Single-Family Rental: Opportunities in 'Horizontal Multifamily'

Michael Tucker mtucker@mba.org

February 21, 2019


SAN DIEGO--By some measures more Americans live in single-family rental properties than in multifamily apartment properties and the sector is poised for further growth, analysts said here at the recent MBA CREF/Multifamily Housing Convention & Expo.

"When you think about multifamily, most people think about the properties that Fannie Mae, Freddie Mac and FHA are focused on, but that's really a small component of the larger rental space," said Stacey Berger, Executive Vice President with PNC Real Estate, Pittsburgh. "It is significantly smaller than SFR."

Mortgage Bankers Association Vice President of Commercial Real Estate Research Jamie Woodwell said some analysts consider single-family rental properties "horizontal multifamily." He said 64 percent of U.S. households own the place they live while 35 percent rent. But 71 percent of U.S. households live in either attached or detached single-unit housing. "If you just take single-family attached and detached renter households, in 2017 about 14 percent of all U.S. households were in single-family rental properties," he said.

Different firms define the SFR sector differently. CoreVest American Finance Chief Financial Officer Chris Hoeffel said his firm defines SFR properties as not only freestanding homes but also two- to nine-unit buildings. "If you look at it that way, there are more people living in SFR than in what many traditionally consider multifamily," he said. "In 35 states SFR represents about a third of all rental housing. So it's a really big market across the country. It's enormous. Given that, it's surprising how underbanked SFR has been for decades."

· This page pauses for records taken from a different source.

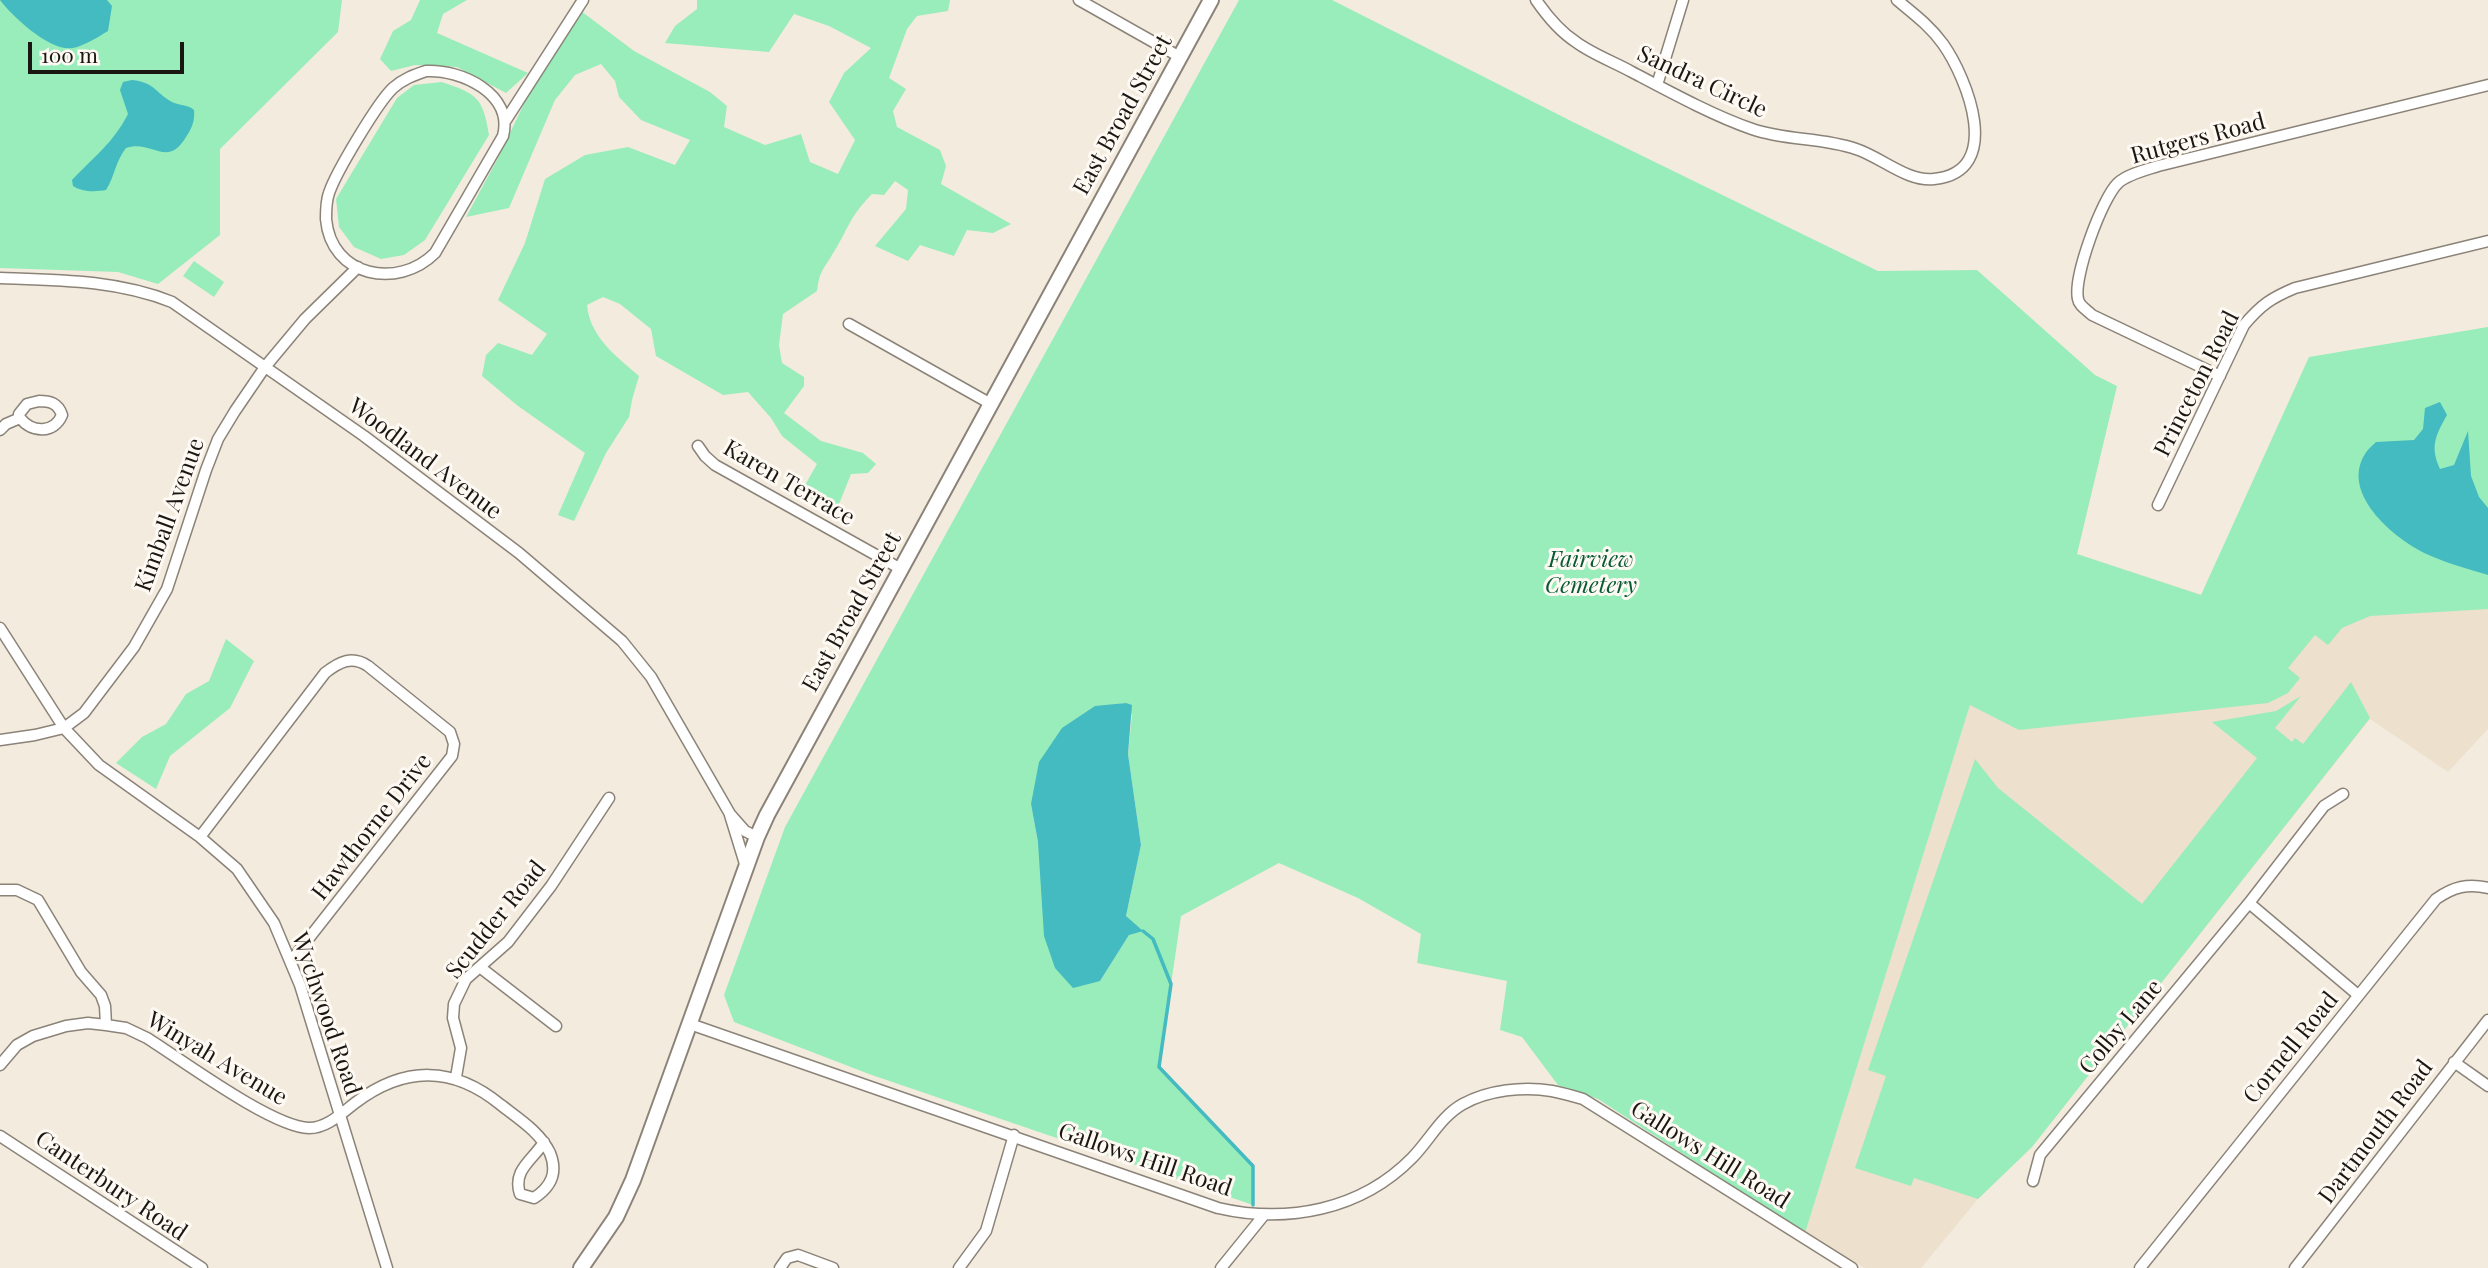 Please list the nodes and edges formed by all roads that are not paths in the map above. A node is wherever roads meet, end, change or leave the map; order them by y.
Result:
1 (583, 0) edge
2 (1079, 0) edge
3 (1211, 0) edge
4 (1536, 0) edge
5 (1683, 0) edge
6 (1897, 0) edge
7 (1180, 57) junction
8 (1657, 85) junction
9 (2486, 85) edge
10 (2488, 97) edge
11 (506, 120) junction
12 (2488, 241) edge
13 (358, 267) junction
14 (0, 278) edge
15 (849, 324) dead end
16 (265, 367) junction
17 (2220, 376) junction
18 (991, 404) junction
19 (20, 418) dead end
20 (0, 430) edge
21 (698, 446) dead end
22 (2158, 505) dead end
23 (901, 569) junction
24 (0, 628) edge
25 (64, 728) junction
26 (0, 740) edge
27 (2343, 794) dead end
28 (609, 798) dead end
29 (730, 814) junction
30 (200, 837) junction
31 (757, 837) junction
32 (746, 868) junction
33 (2488, 888) edge
34 (0, 890) edge
35 (2249, 904) junction
36 (291, 961) junction
37 (481, 968) junction
38 (2358, 995) junction
39 (2488, 1020) edge
40 (690, 1024) junction
41 (106, 1025) junction
42 (556, 1026) dead end
43 (2454, 1062) junction
44 (0, 1065) edge
45 (456, 1077) junction
46 (2488, 1086) edge
47 (340, 1115) junction
48 (1014, 1135) junction
49 (0, 1136) edge
50 (544, 1142) junction
51 (2033, 1181) dead end
52 (1264, 1215) junction
53 (2141, 1266) edge
54 (202, 1268) edge
55 (387, 1268) edge
56 (581, 1268) edge
57 (780, 1268) edge
58 (833, 1268) edge
59 (959, 1268) edge
60 (1221, 1268) edge
61 (1852, 1268) edge
62 (2295, 1268) edge

1 - 11 street
2 - 7 street
3 - 7 street, East Broad Street
4 - 8 street, Sandra Circle
5 - 8 street
6 - 8 street, Sandra Circle
7 - 18 street, East Broad Street
9 - 10 street
9 - 17 street, Rutgers Road
11 - 13 street
11 - 13 street
12 - 17 street, Princeton Road
13 - 16 street, Kimball Avenue
14 - 16 street, Woodland Avenue
15 - 18 street
16 - 25 street, Kimball Avenue
16 - 29 street, Woodland Avenue
17 - 22 street, Princeton Road
18 - 23 street, East Broad Street
19 - 20 street
21 - 23 street, Karen Terrace
23 - 31 street, East Broad Street
24 - 25 street, Wychwood Road
25 - 26 street, Kimball Avenue
25 - 30 street, Wychwood Road
27 - 35 street, Colby Lane
28 - 37 street, Scudder Road
29 - 31 street, Woodland Avenue
29 - 32 street, Woodland Avenue
30 - 36 street, Wychwood Road
30 - 36 street, Hawthorne Drive
31 - 32 street, East Broad Street
32 - 40 street, East Broad Street
33 - 38 street, Cornell Road
34 - 41 street
35 - 38 street
35 - 51 street, Colby Lane
36 - 47 street, Wychwood Road
37 - 42 street
37 - 45 street, Scudder Road
38 - 53 street, Cornell Road
39 - 43 street, Dartmouth Road
40 - 48 street, Gallows Hill Road
40 - 56 street, East Broad Street
41 - 44 street, Winyah Avenue
41 - 47 street, Winyah Avenue
43 - 46 street
43 - 62 street, Dartmouth Road
45 - 47 street, Winyah Avenue
45 - 50 street
47 - 55 street, Wychwood Road
48 - 52 street, Gallows Hill Road
48 - 59 street
49 - 54 street, Canterbury Road
50 - 50 street
52 - 60 street
52 - 61 street, Gallows Hill Road
57 - 58 street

And the SFR market could grow more if interest rates continue to increase. Michael Miller, Chief Marketing Officer with 5 Arch, Irvine, Calif., said just over 60 percent of people can currently afford a $200,000 mortgage, but if interest rates were to increase to 6 percent, that number would drop to only 16 percent that could afford monthly payments on a mortgage that size. "So, suddenly you would have huge velocity in this asset class," he said. "And if we move into a rising rate environment, think about what might happen."

Hoeffel said SFR rents did not decline even during the Great Recession. "Multifamily rents did go negative but not SFR rents," he said. "I don't want to say the sector is recession-proof, but it did perform very well in the last crisis--which was a housing crisis--because I think it absorbed demand from other housing sectors that were overbuilt or over-leveraged at that point."